Activity:
Say how many lines in the records contain the string "Militar". Nothing but the number should be given.

Recorded information:
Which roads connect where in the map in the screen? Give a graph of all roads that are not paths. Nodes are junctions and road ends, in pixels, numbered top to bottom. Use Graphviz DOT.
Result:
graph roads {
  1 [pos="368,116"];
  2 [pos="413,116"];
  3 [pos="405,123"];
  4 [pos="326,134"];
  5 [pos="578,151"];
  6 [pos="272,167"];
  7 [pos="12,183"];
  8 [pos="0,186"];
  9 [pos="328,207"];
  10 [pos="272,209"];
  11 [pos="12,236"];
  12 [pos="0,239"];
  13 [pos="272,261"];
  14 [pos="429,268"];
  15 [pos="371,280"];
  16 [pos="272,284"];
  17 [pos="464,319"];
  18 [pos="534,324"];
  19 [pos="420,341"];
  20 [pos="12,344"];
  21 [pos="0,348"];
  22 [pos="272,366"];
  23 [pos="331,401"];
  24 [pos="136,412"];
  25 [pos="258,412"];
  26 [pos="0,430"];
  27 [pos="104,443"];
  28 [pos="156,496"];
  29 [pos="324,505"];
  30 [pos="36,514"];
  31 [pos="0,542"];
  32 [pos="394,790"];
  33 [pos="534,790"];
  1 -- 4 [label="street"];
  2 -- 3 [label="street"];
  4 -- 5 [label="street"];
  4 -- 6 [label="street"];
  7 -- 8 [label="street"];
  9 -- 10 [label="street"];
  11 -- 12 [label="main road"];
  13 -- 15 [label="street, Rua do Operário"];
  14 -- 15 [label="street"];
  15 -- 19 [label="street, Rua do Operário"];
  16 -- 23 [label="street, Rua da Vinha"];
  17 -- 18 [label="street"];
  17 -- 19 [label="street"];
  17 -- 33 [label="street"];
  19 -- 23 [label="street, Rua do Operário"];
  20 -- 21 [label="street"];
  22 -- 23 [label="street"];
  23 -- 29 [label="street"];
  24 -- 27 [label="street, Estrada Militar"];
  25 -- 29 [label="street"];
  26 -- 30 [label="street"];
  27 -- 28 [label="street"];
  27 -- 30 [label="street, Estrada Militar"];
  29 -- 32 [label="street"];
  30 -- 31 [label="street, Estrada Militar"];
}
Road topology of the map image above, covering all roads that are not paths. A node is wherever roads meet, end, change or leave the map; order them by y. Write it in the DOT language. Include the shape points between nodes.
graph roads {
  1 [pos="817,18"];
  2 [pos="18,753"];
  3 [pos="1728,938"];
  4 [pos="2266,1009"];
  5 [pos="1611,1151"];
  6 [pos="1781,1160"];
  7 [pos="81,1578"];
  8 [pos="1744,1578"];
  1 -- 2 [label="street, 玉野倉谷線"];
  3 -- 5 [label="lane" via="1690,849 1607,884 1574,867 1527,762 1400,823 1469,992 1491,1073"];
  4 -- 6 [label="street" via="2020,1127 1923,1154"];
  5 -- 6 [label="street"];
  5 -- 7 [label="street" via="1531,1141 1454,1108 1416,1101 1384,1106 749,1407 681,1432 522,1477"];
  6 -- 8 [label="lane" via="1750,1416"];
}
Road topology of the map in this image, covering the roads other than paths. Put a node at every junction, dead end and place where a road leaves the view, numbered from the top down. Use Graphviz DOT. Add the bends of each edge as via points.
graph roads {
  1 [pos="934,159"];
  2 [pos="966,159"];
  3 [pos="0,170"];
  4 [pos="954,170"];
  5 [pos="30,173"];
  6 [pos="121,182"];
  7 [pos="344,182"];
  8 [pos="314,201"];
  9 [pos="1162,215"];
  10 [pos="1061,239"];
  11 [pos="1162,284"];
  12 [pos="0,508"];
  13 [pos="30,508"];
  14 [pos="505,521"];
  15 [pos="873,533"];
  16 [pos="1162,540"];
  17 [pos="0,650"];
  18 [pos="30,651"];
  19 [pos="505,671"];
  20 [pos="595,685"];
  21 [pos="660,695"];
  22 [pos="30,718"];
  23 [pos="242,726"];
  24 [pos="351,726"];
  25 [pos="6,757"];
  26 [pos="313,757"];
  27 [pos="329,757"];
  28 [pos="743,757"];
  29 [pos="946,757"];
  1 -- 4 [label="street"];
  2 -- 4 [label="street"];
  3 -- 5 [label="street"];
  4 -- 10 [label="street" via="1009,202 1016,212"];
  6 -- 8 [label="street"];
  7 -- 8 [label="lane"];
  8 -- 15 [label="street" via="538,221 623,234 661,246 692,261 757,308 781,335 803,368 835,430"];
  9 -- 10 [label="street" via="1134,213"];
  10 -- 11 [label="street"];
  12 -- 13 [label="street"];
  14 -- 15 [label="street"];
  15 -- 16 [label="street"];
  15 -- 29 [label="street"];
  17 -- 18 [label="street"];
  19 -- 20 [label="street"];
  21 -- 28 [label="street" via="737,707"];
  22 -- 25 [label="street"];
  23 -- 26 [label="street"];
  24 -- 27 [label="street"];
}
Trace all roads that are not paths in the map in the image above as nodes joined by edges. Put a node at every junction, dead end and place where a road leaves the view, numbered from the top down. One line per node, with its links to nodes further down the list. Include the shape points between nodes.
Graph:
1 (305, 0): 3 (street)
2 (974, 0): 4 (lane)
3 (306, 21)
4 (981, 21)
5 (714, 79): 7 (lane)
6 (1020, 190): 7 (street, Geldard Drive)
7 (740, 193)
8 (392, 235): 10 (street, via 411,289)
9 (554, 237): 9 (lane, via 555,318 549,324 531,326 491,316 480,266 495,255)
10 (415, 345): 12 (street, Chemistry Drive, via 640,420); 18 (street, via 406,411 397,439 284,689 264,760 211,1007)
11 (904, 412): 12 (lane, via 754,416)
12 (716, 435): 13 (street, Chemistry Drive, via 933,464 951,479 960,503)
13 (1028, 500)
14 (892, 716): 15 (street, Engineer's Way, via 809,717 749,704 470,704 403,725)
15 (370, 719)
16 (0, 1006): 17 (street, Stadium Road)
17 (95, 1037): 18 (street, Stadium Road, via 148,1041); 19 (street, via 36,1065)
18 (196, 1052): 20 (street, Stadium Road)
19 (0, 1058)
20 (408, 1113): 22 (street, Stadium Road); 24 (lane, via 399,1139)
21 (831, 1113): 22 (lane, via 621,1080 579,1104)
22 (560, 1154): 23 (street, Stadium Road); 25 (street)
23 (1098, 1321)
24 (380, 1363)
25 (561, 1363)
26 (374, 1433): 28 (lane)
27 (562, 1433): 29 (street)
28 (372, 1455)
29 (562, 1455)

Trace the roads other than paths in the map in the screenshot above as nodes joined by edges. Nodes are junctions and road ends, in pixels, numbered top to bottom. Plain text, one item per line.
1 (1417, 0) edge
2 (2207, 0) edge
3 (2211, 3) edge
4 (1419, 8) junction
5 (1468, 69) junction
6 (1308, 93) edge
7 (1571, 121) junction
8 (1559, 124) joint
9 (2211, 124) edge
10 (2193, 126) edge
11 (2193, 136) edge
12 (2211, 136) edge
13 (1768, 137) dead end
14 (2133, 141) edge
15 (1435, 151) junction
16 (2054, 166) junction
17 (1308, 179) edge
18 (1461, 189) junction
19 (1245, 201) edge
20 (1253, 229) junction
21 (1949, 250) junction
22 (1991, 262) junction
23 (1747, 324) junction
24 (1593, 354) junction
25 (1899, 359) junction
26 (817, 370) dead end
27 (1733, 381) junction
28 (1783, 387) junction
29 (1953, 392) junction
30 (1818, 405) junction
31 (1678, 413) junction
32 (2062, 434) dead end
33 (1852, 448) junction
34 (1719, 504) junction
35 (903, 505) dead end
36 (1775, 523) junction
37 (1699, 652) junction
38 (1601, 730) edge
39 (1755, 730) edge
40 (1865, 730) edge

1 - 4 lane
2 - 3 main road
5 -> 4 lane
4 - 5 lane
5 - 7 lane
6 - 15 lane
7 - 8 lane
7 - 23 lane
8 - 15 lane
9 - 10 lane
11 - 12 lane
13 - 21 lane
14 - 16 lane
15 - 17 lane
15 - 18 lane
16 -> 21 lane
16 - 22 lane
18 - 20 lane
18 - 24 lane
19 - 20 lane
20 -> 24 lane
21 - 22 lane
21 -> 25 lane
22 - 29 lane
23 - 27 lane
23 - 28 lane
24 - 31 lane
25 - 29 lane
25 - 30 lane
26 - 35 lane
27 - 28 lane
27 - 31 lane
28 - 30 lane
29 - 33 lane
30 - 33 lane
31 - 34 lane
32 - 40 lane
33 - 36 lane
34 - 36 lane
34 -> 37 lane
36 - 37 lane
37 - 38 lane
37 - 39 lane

Answer to this exercise:
3